--- SUPPLIED MATERIAL Enclosed Below ---
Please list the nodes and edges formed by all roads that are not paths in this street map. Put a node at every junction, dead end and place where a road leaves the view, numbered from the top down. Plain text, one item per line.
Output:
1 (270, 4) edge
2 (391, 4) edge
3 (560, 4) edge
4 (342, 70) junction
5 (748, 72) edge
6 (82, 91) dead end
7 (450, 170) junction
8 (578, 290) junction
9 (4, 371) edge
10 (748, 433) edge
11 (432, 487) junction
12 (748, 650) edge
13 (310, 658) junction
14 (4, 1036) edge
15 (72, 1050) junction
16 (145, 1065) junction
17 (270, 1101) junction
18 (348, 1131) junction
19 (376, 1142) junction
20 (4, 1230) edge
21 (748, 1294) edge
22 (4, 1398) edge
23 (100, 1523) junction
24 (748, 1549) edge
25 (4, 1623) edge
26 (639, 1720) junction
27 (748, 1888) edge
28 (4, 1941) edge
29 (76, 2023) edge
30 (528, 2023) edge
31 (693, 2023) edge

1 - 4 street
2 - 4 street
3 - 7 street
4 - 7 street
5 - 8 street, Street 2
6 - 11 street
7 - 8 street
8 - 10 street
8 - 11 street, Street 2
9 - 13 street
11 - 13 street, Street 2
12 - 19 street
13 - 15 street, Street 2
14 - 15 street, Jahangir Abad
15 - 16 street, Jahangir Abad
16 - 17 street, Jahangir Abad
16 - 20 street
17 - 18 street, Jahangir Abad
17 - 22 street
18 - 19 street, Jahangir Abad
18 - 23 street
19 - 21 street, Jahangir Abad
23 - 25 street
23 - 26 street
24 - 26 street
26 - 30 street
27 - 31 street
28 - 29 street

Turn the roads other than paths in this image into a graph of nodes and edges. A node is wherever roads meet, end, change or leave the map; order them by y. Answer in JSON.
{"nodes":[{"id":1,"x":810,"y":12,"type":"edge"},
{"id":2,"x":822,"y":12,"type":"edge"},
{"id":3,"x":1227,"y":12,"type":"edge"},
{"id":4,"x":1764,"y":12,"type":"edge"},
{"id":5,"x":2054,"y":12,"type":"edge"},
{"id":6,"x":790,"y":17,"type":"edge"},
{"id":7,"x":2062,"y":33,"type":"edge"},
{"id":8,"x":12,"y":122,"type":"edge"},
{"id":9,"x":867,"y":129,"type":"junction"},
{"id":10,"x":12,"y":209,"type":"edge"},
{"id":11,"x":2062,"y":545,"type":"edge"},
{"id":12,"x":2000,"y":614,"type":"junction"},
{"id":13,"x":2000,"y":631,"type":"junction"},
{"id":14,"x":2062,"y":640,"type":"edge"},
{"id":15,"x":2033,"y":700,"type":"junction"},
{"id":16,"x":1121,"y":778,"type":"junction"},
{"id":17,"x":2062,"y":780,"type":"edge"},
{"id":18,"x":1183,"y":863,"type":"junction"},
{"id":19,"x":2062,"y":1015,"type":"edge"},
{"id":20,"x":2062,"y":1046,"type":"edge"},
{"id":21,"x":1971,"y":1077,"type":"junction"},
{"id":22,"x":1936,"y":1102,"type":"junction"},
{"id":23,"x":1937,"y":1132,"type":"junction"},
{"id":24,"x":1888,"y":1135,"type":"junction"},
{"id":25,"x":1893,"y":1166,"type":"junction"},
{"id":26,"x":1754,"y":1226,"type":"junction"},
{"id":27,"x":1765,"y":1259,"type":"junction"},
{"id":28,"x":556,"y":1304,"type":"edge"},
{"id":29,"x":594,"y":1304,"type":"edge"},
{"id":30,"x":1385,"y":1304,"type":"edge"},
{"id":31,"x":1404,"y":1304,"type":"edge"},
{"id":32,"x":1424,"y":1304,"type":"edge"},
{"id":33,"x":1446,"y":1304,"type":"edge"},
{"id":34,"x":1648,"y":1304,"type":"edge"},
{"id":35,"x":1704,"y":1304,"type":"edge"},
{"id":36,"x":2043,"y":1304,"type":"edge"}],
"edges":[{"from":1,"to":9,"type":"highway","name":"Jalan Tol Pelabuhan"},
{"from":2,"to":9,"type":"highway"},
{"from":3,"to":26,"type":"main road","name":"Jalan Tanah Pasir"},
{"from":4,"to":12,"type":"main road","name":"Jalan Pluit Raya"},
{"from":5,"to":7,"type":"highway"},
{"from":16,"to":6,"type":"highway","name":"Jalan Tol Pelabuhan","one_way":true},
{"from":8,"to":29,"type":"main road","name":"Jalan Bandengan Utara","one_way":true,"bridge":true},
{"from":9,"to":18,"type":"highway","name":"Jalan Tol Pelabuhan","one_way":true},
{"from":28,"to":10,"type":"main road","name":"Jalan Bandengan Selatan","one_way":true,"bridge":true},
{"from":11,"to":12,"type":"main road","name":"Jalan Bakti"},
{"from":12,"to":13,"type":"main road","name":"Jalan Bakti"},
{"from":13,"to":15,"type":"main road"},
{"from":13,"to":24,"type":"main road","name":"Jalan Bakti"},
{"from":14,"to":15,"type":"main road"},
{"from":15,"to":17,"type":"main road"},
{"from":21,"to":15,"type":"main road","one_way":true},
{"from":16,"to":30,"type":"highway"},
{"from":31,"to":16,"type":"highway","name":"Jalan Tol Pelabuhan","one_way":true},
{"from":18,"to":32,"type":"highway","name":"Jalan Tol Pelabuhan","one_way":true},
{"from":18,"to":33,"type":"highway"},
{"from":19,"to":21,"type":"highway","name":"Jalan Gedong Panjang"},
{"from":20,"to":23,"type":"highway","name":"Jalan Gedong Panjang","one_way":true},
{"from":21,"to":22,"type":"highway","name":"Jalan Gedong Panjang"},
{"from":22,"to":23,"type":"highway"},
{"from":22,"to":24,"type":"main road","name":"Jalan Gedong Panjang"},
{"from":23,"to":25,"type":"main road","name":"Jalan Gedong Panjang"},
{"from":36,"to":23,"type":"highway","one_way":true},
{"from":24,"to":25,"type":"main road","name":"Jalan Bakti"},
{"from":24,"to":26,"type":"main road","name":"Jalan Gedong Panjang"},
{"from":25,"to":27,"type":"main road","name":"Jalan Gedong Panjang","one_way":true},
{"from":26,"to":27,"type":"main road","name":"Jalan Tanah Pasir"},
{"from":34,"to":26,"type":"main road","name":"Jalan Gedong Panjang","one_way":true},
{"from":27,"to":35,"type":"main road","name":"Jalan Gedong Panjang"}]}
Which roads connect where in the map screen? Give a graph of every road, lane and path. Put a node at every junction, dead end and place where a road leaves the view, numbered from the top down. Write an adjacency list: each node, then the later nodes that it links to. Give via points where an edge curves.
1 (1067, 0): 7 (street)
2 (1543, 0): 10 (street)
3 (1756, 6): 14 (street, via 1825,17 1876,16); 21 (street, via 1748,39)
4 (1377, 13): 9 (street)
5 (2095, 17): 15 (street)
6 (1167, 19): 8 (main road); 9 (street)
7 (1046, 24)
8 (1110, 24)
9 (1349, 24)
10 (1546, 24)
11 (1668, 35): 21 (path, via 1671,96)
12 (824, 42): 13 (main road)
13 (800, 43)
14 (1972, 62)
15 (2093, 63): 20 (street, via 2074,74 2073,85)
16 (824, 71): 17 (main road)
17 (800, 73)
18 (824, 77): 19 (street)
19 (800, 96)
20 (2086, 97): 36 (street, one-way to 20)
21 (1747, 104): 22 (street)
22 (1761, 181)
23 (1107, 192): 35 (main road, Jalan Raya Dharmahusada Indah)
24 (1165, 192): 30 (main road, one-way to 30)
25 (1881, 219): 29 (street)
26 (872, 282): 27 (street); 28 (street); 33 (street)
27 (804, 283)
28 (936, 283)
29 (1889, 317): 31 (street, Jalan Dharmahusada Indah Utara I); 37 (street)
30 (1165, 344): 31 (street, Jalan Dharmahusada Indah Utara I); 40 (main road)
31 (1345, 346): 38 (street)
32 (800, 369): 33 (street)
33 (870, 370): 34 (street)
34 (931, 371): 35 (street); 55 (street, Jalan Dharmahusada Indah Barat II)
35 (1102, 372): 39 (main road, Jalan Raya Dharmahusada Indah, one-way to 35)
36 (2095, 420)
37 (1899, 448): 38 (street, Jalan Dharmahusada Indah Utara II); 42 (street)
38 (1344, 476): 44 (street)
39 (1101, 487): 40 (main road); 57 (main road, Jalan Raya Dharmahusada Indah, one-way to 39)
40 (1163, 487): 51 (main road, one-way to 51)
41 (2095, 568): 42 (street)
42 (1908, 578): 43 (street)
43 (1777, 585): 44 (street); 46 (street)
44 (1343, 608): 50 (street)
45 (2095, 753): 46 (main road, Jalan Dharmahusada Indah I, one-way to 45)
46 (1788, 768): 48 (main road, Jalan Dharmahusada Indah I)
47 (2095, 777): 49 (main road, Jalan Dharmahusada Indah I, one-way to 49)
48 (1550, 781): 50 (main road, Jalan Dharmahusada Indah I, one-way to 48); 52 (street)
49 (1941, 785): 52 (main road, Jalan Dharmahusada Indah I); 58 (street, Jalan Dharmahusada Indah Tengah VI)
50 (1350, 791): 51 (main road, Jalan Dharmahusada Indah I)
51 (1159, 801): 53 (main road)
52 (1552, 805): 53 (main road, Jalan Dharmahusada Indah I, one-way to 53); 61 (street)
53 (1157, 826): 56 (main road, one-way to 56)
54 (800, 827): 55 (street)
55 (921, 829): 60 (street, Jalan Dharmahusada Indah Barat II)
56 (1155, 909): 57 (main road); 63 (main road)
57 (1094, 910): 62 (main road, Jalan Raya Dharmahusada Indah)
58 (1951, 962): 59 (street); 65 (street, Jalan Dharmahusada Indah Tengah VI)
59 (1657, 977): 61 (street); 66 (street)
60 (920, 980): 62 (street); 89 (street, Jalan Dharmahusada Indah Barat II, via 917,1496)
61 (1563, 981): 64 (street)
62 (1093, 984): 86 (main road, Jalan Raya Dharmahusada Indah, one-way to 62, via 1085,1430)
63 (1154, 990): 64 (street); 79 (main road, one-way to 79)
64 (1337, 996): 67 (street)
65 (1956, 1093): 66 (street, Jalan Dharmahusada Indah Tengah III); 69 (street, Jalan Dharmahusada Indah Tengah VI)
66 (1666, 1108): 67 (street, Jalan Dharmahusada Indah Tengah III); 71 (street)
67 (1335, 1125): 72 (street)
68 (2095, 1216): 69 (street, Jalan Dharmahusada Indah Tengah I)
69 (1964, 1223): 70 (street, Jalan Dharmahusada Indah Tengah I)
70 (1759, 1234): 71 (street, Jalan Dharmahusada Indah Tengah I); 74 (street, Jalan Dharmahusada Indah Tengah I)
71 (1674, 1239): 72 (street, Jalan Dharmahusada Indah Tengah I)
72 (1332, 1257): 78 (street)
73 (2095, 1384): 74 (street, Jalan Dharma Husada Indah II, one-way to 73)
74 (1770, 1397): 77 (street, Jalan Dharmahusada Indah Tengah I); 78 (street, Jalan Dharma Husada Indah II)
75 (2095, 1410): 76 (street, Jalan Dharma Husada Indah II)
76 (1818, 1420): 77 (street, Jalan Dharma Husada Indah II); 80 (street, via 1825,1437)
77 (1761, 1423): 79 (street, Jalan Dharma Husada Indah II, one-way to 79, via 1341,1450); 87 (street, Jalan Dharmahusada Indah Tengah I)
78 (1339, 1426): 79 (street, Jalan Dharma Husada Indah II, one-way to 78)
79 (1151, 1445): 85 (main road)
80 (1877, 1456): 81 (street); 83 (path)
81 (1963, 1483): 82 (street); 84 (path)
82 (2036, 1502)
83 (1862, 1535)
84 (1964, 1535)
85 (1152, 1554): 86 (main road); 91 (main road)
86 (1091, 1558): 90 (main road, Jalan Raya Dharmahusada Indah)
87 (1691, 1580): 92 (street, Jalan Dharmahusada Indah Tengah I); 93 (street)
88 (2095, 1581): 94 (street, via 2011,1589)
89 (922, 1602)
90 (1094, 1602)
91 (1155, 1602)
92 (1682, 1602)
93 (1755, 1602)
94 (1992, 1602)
--- End of Enclosed SUPPLIED MATERIAL ---
*WHAT THE TASK ASKS:*
Return each line of the preceding material in which "Bandengan" can be found.

*COMPLETED TASK:*
{"from":8,"to":29,"type":"main road","name":"Jalan Bandengan Utara","one_way":true,"bridge":true},
{"from":28,"to":10,"type":"main road","name":"Jalan Bandengan Selatan","one_way":true,"bridge":true},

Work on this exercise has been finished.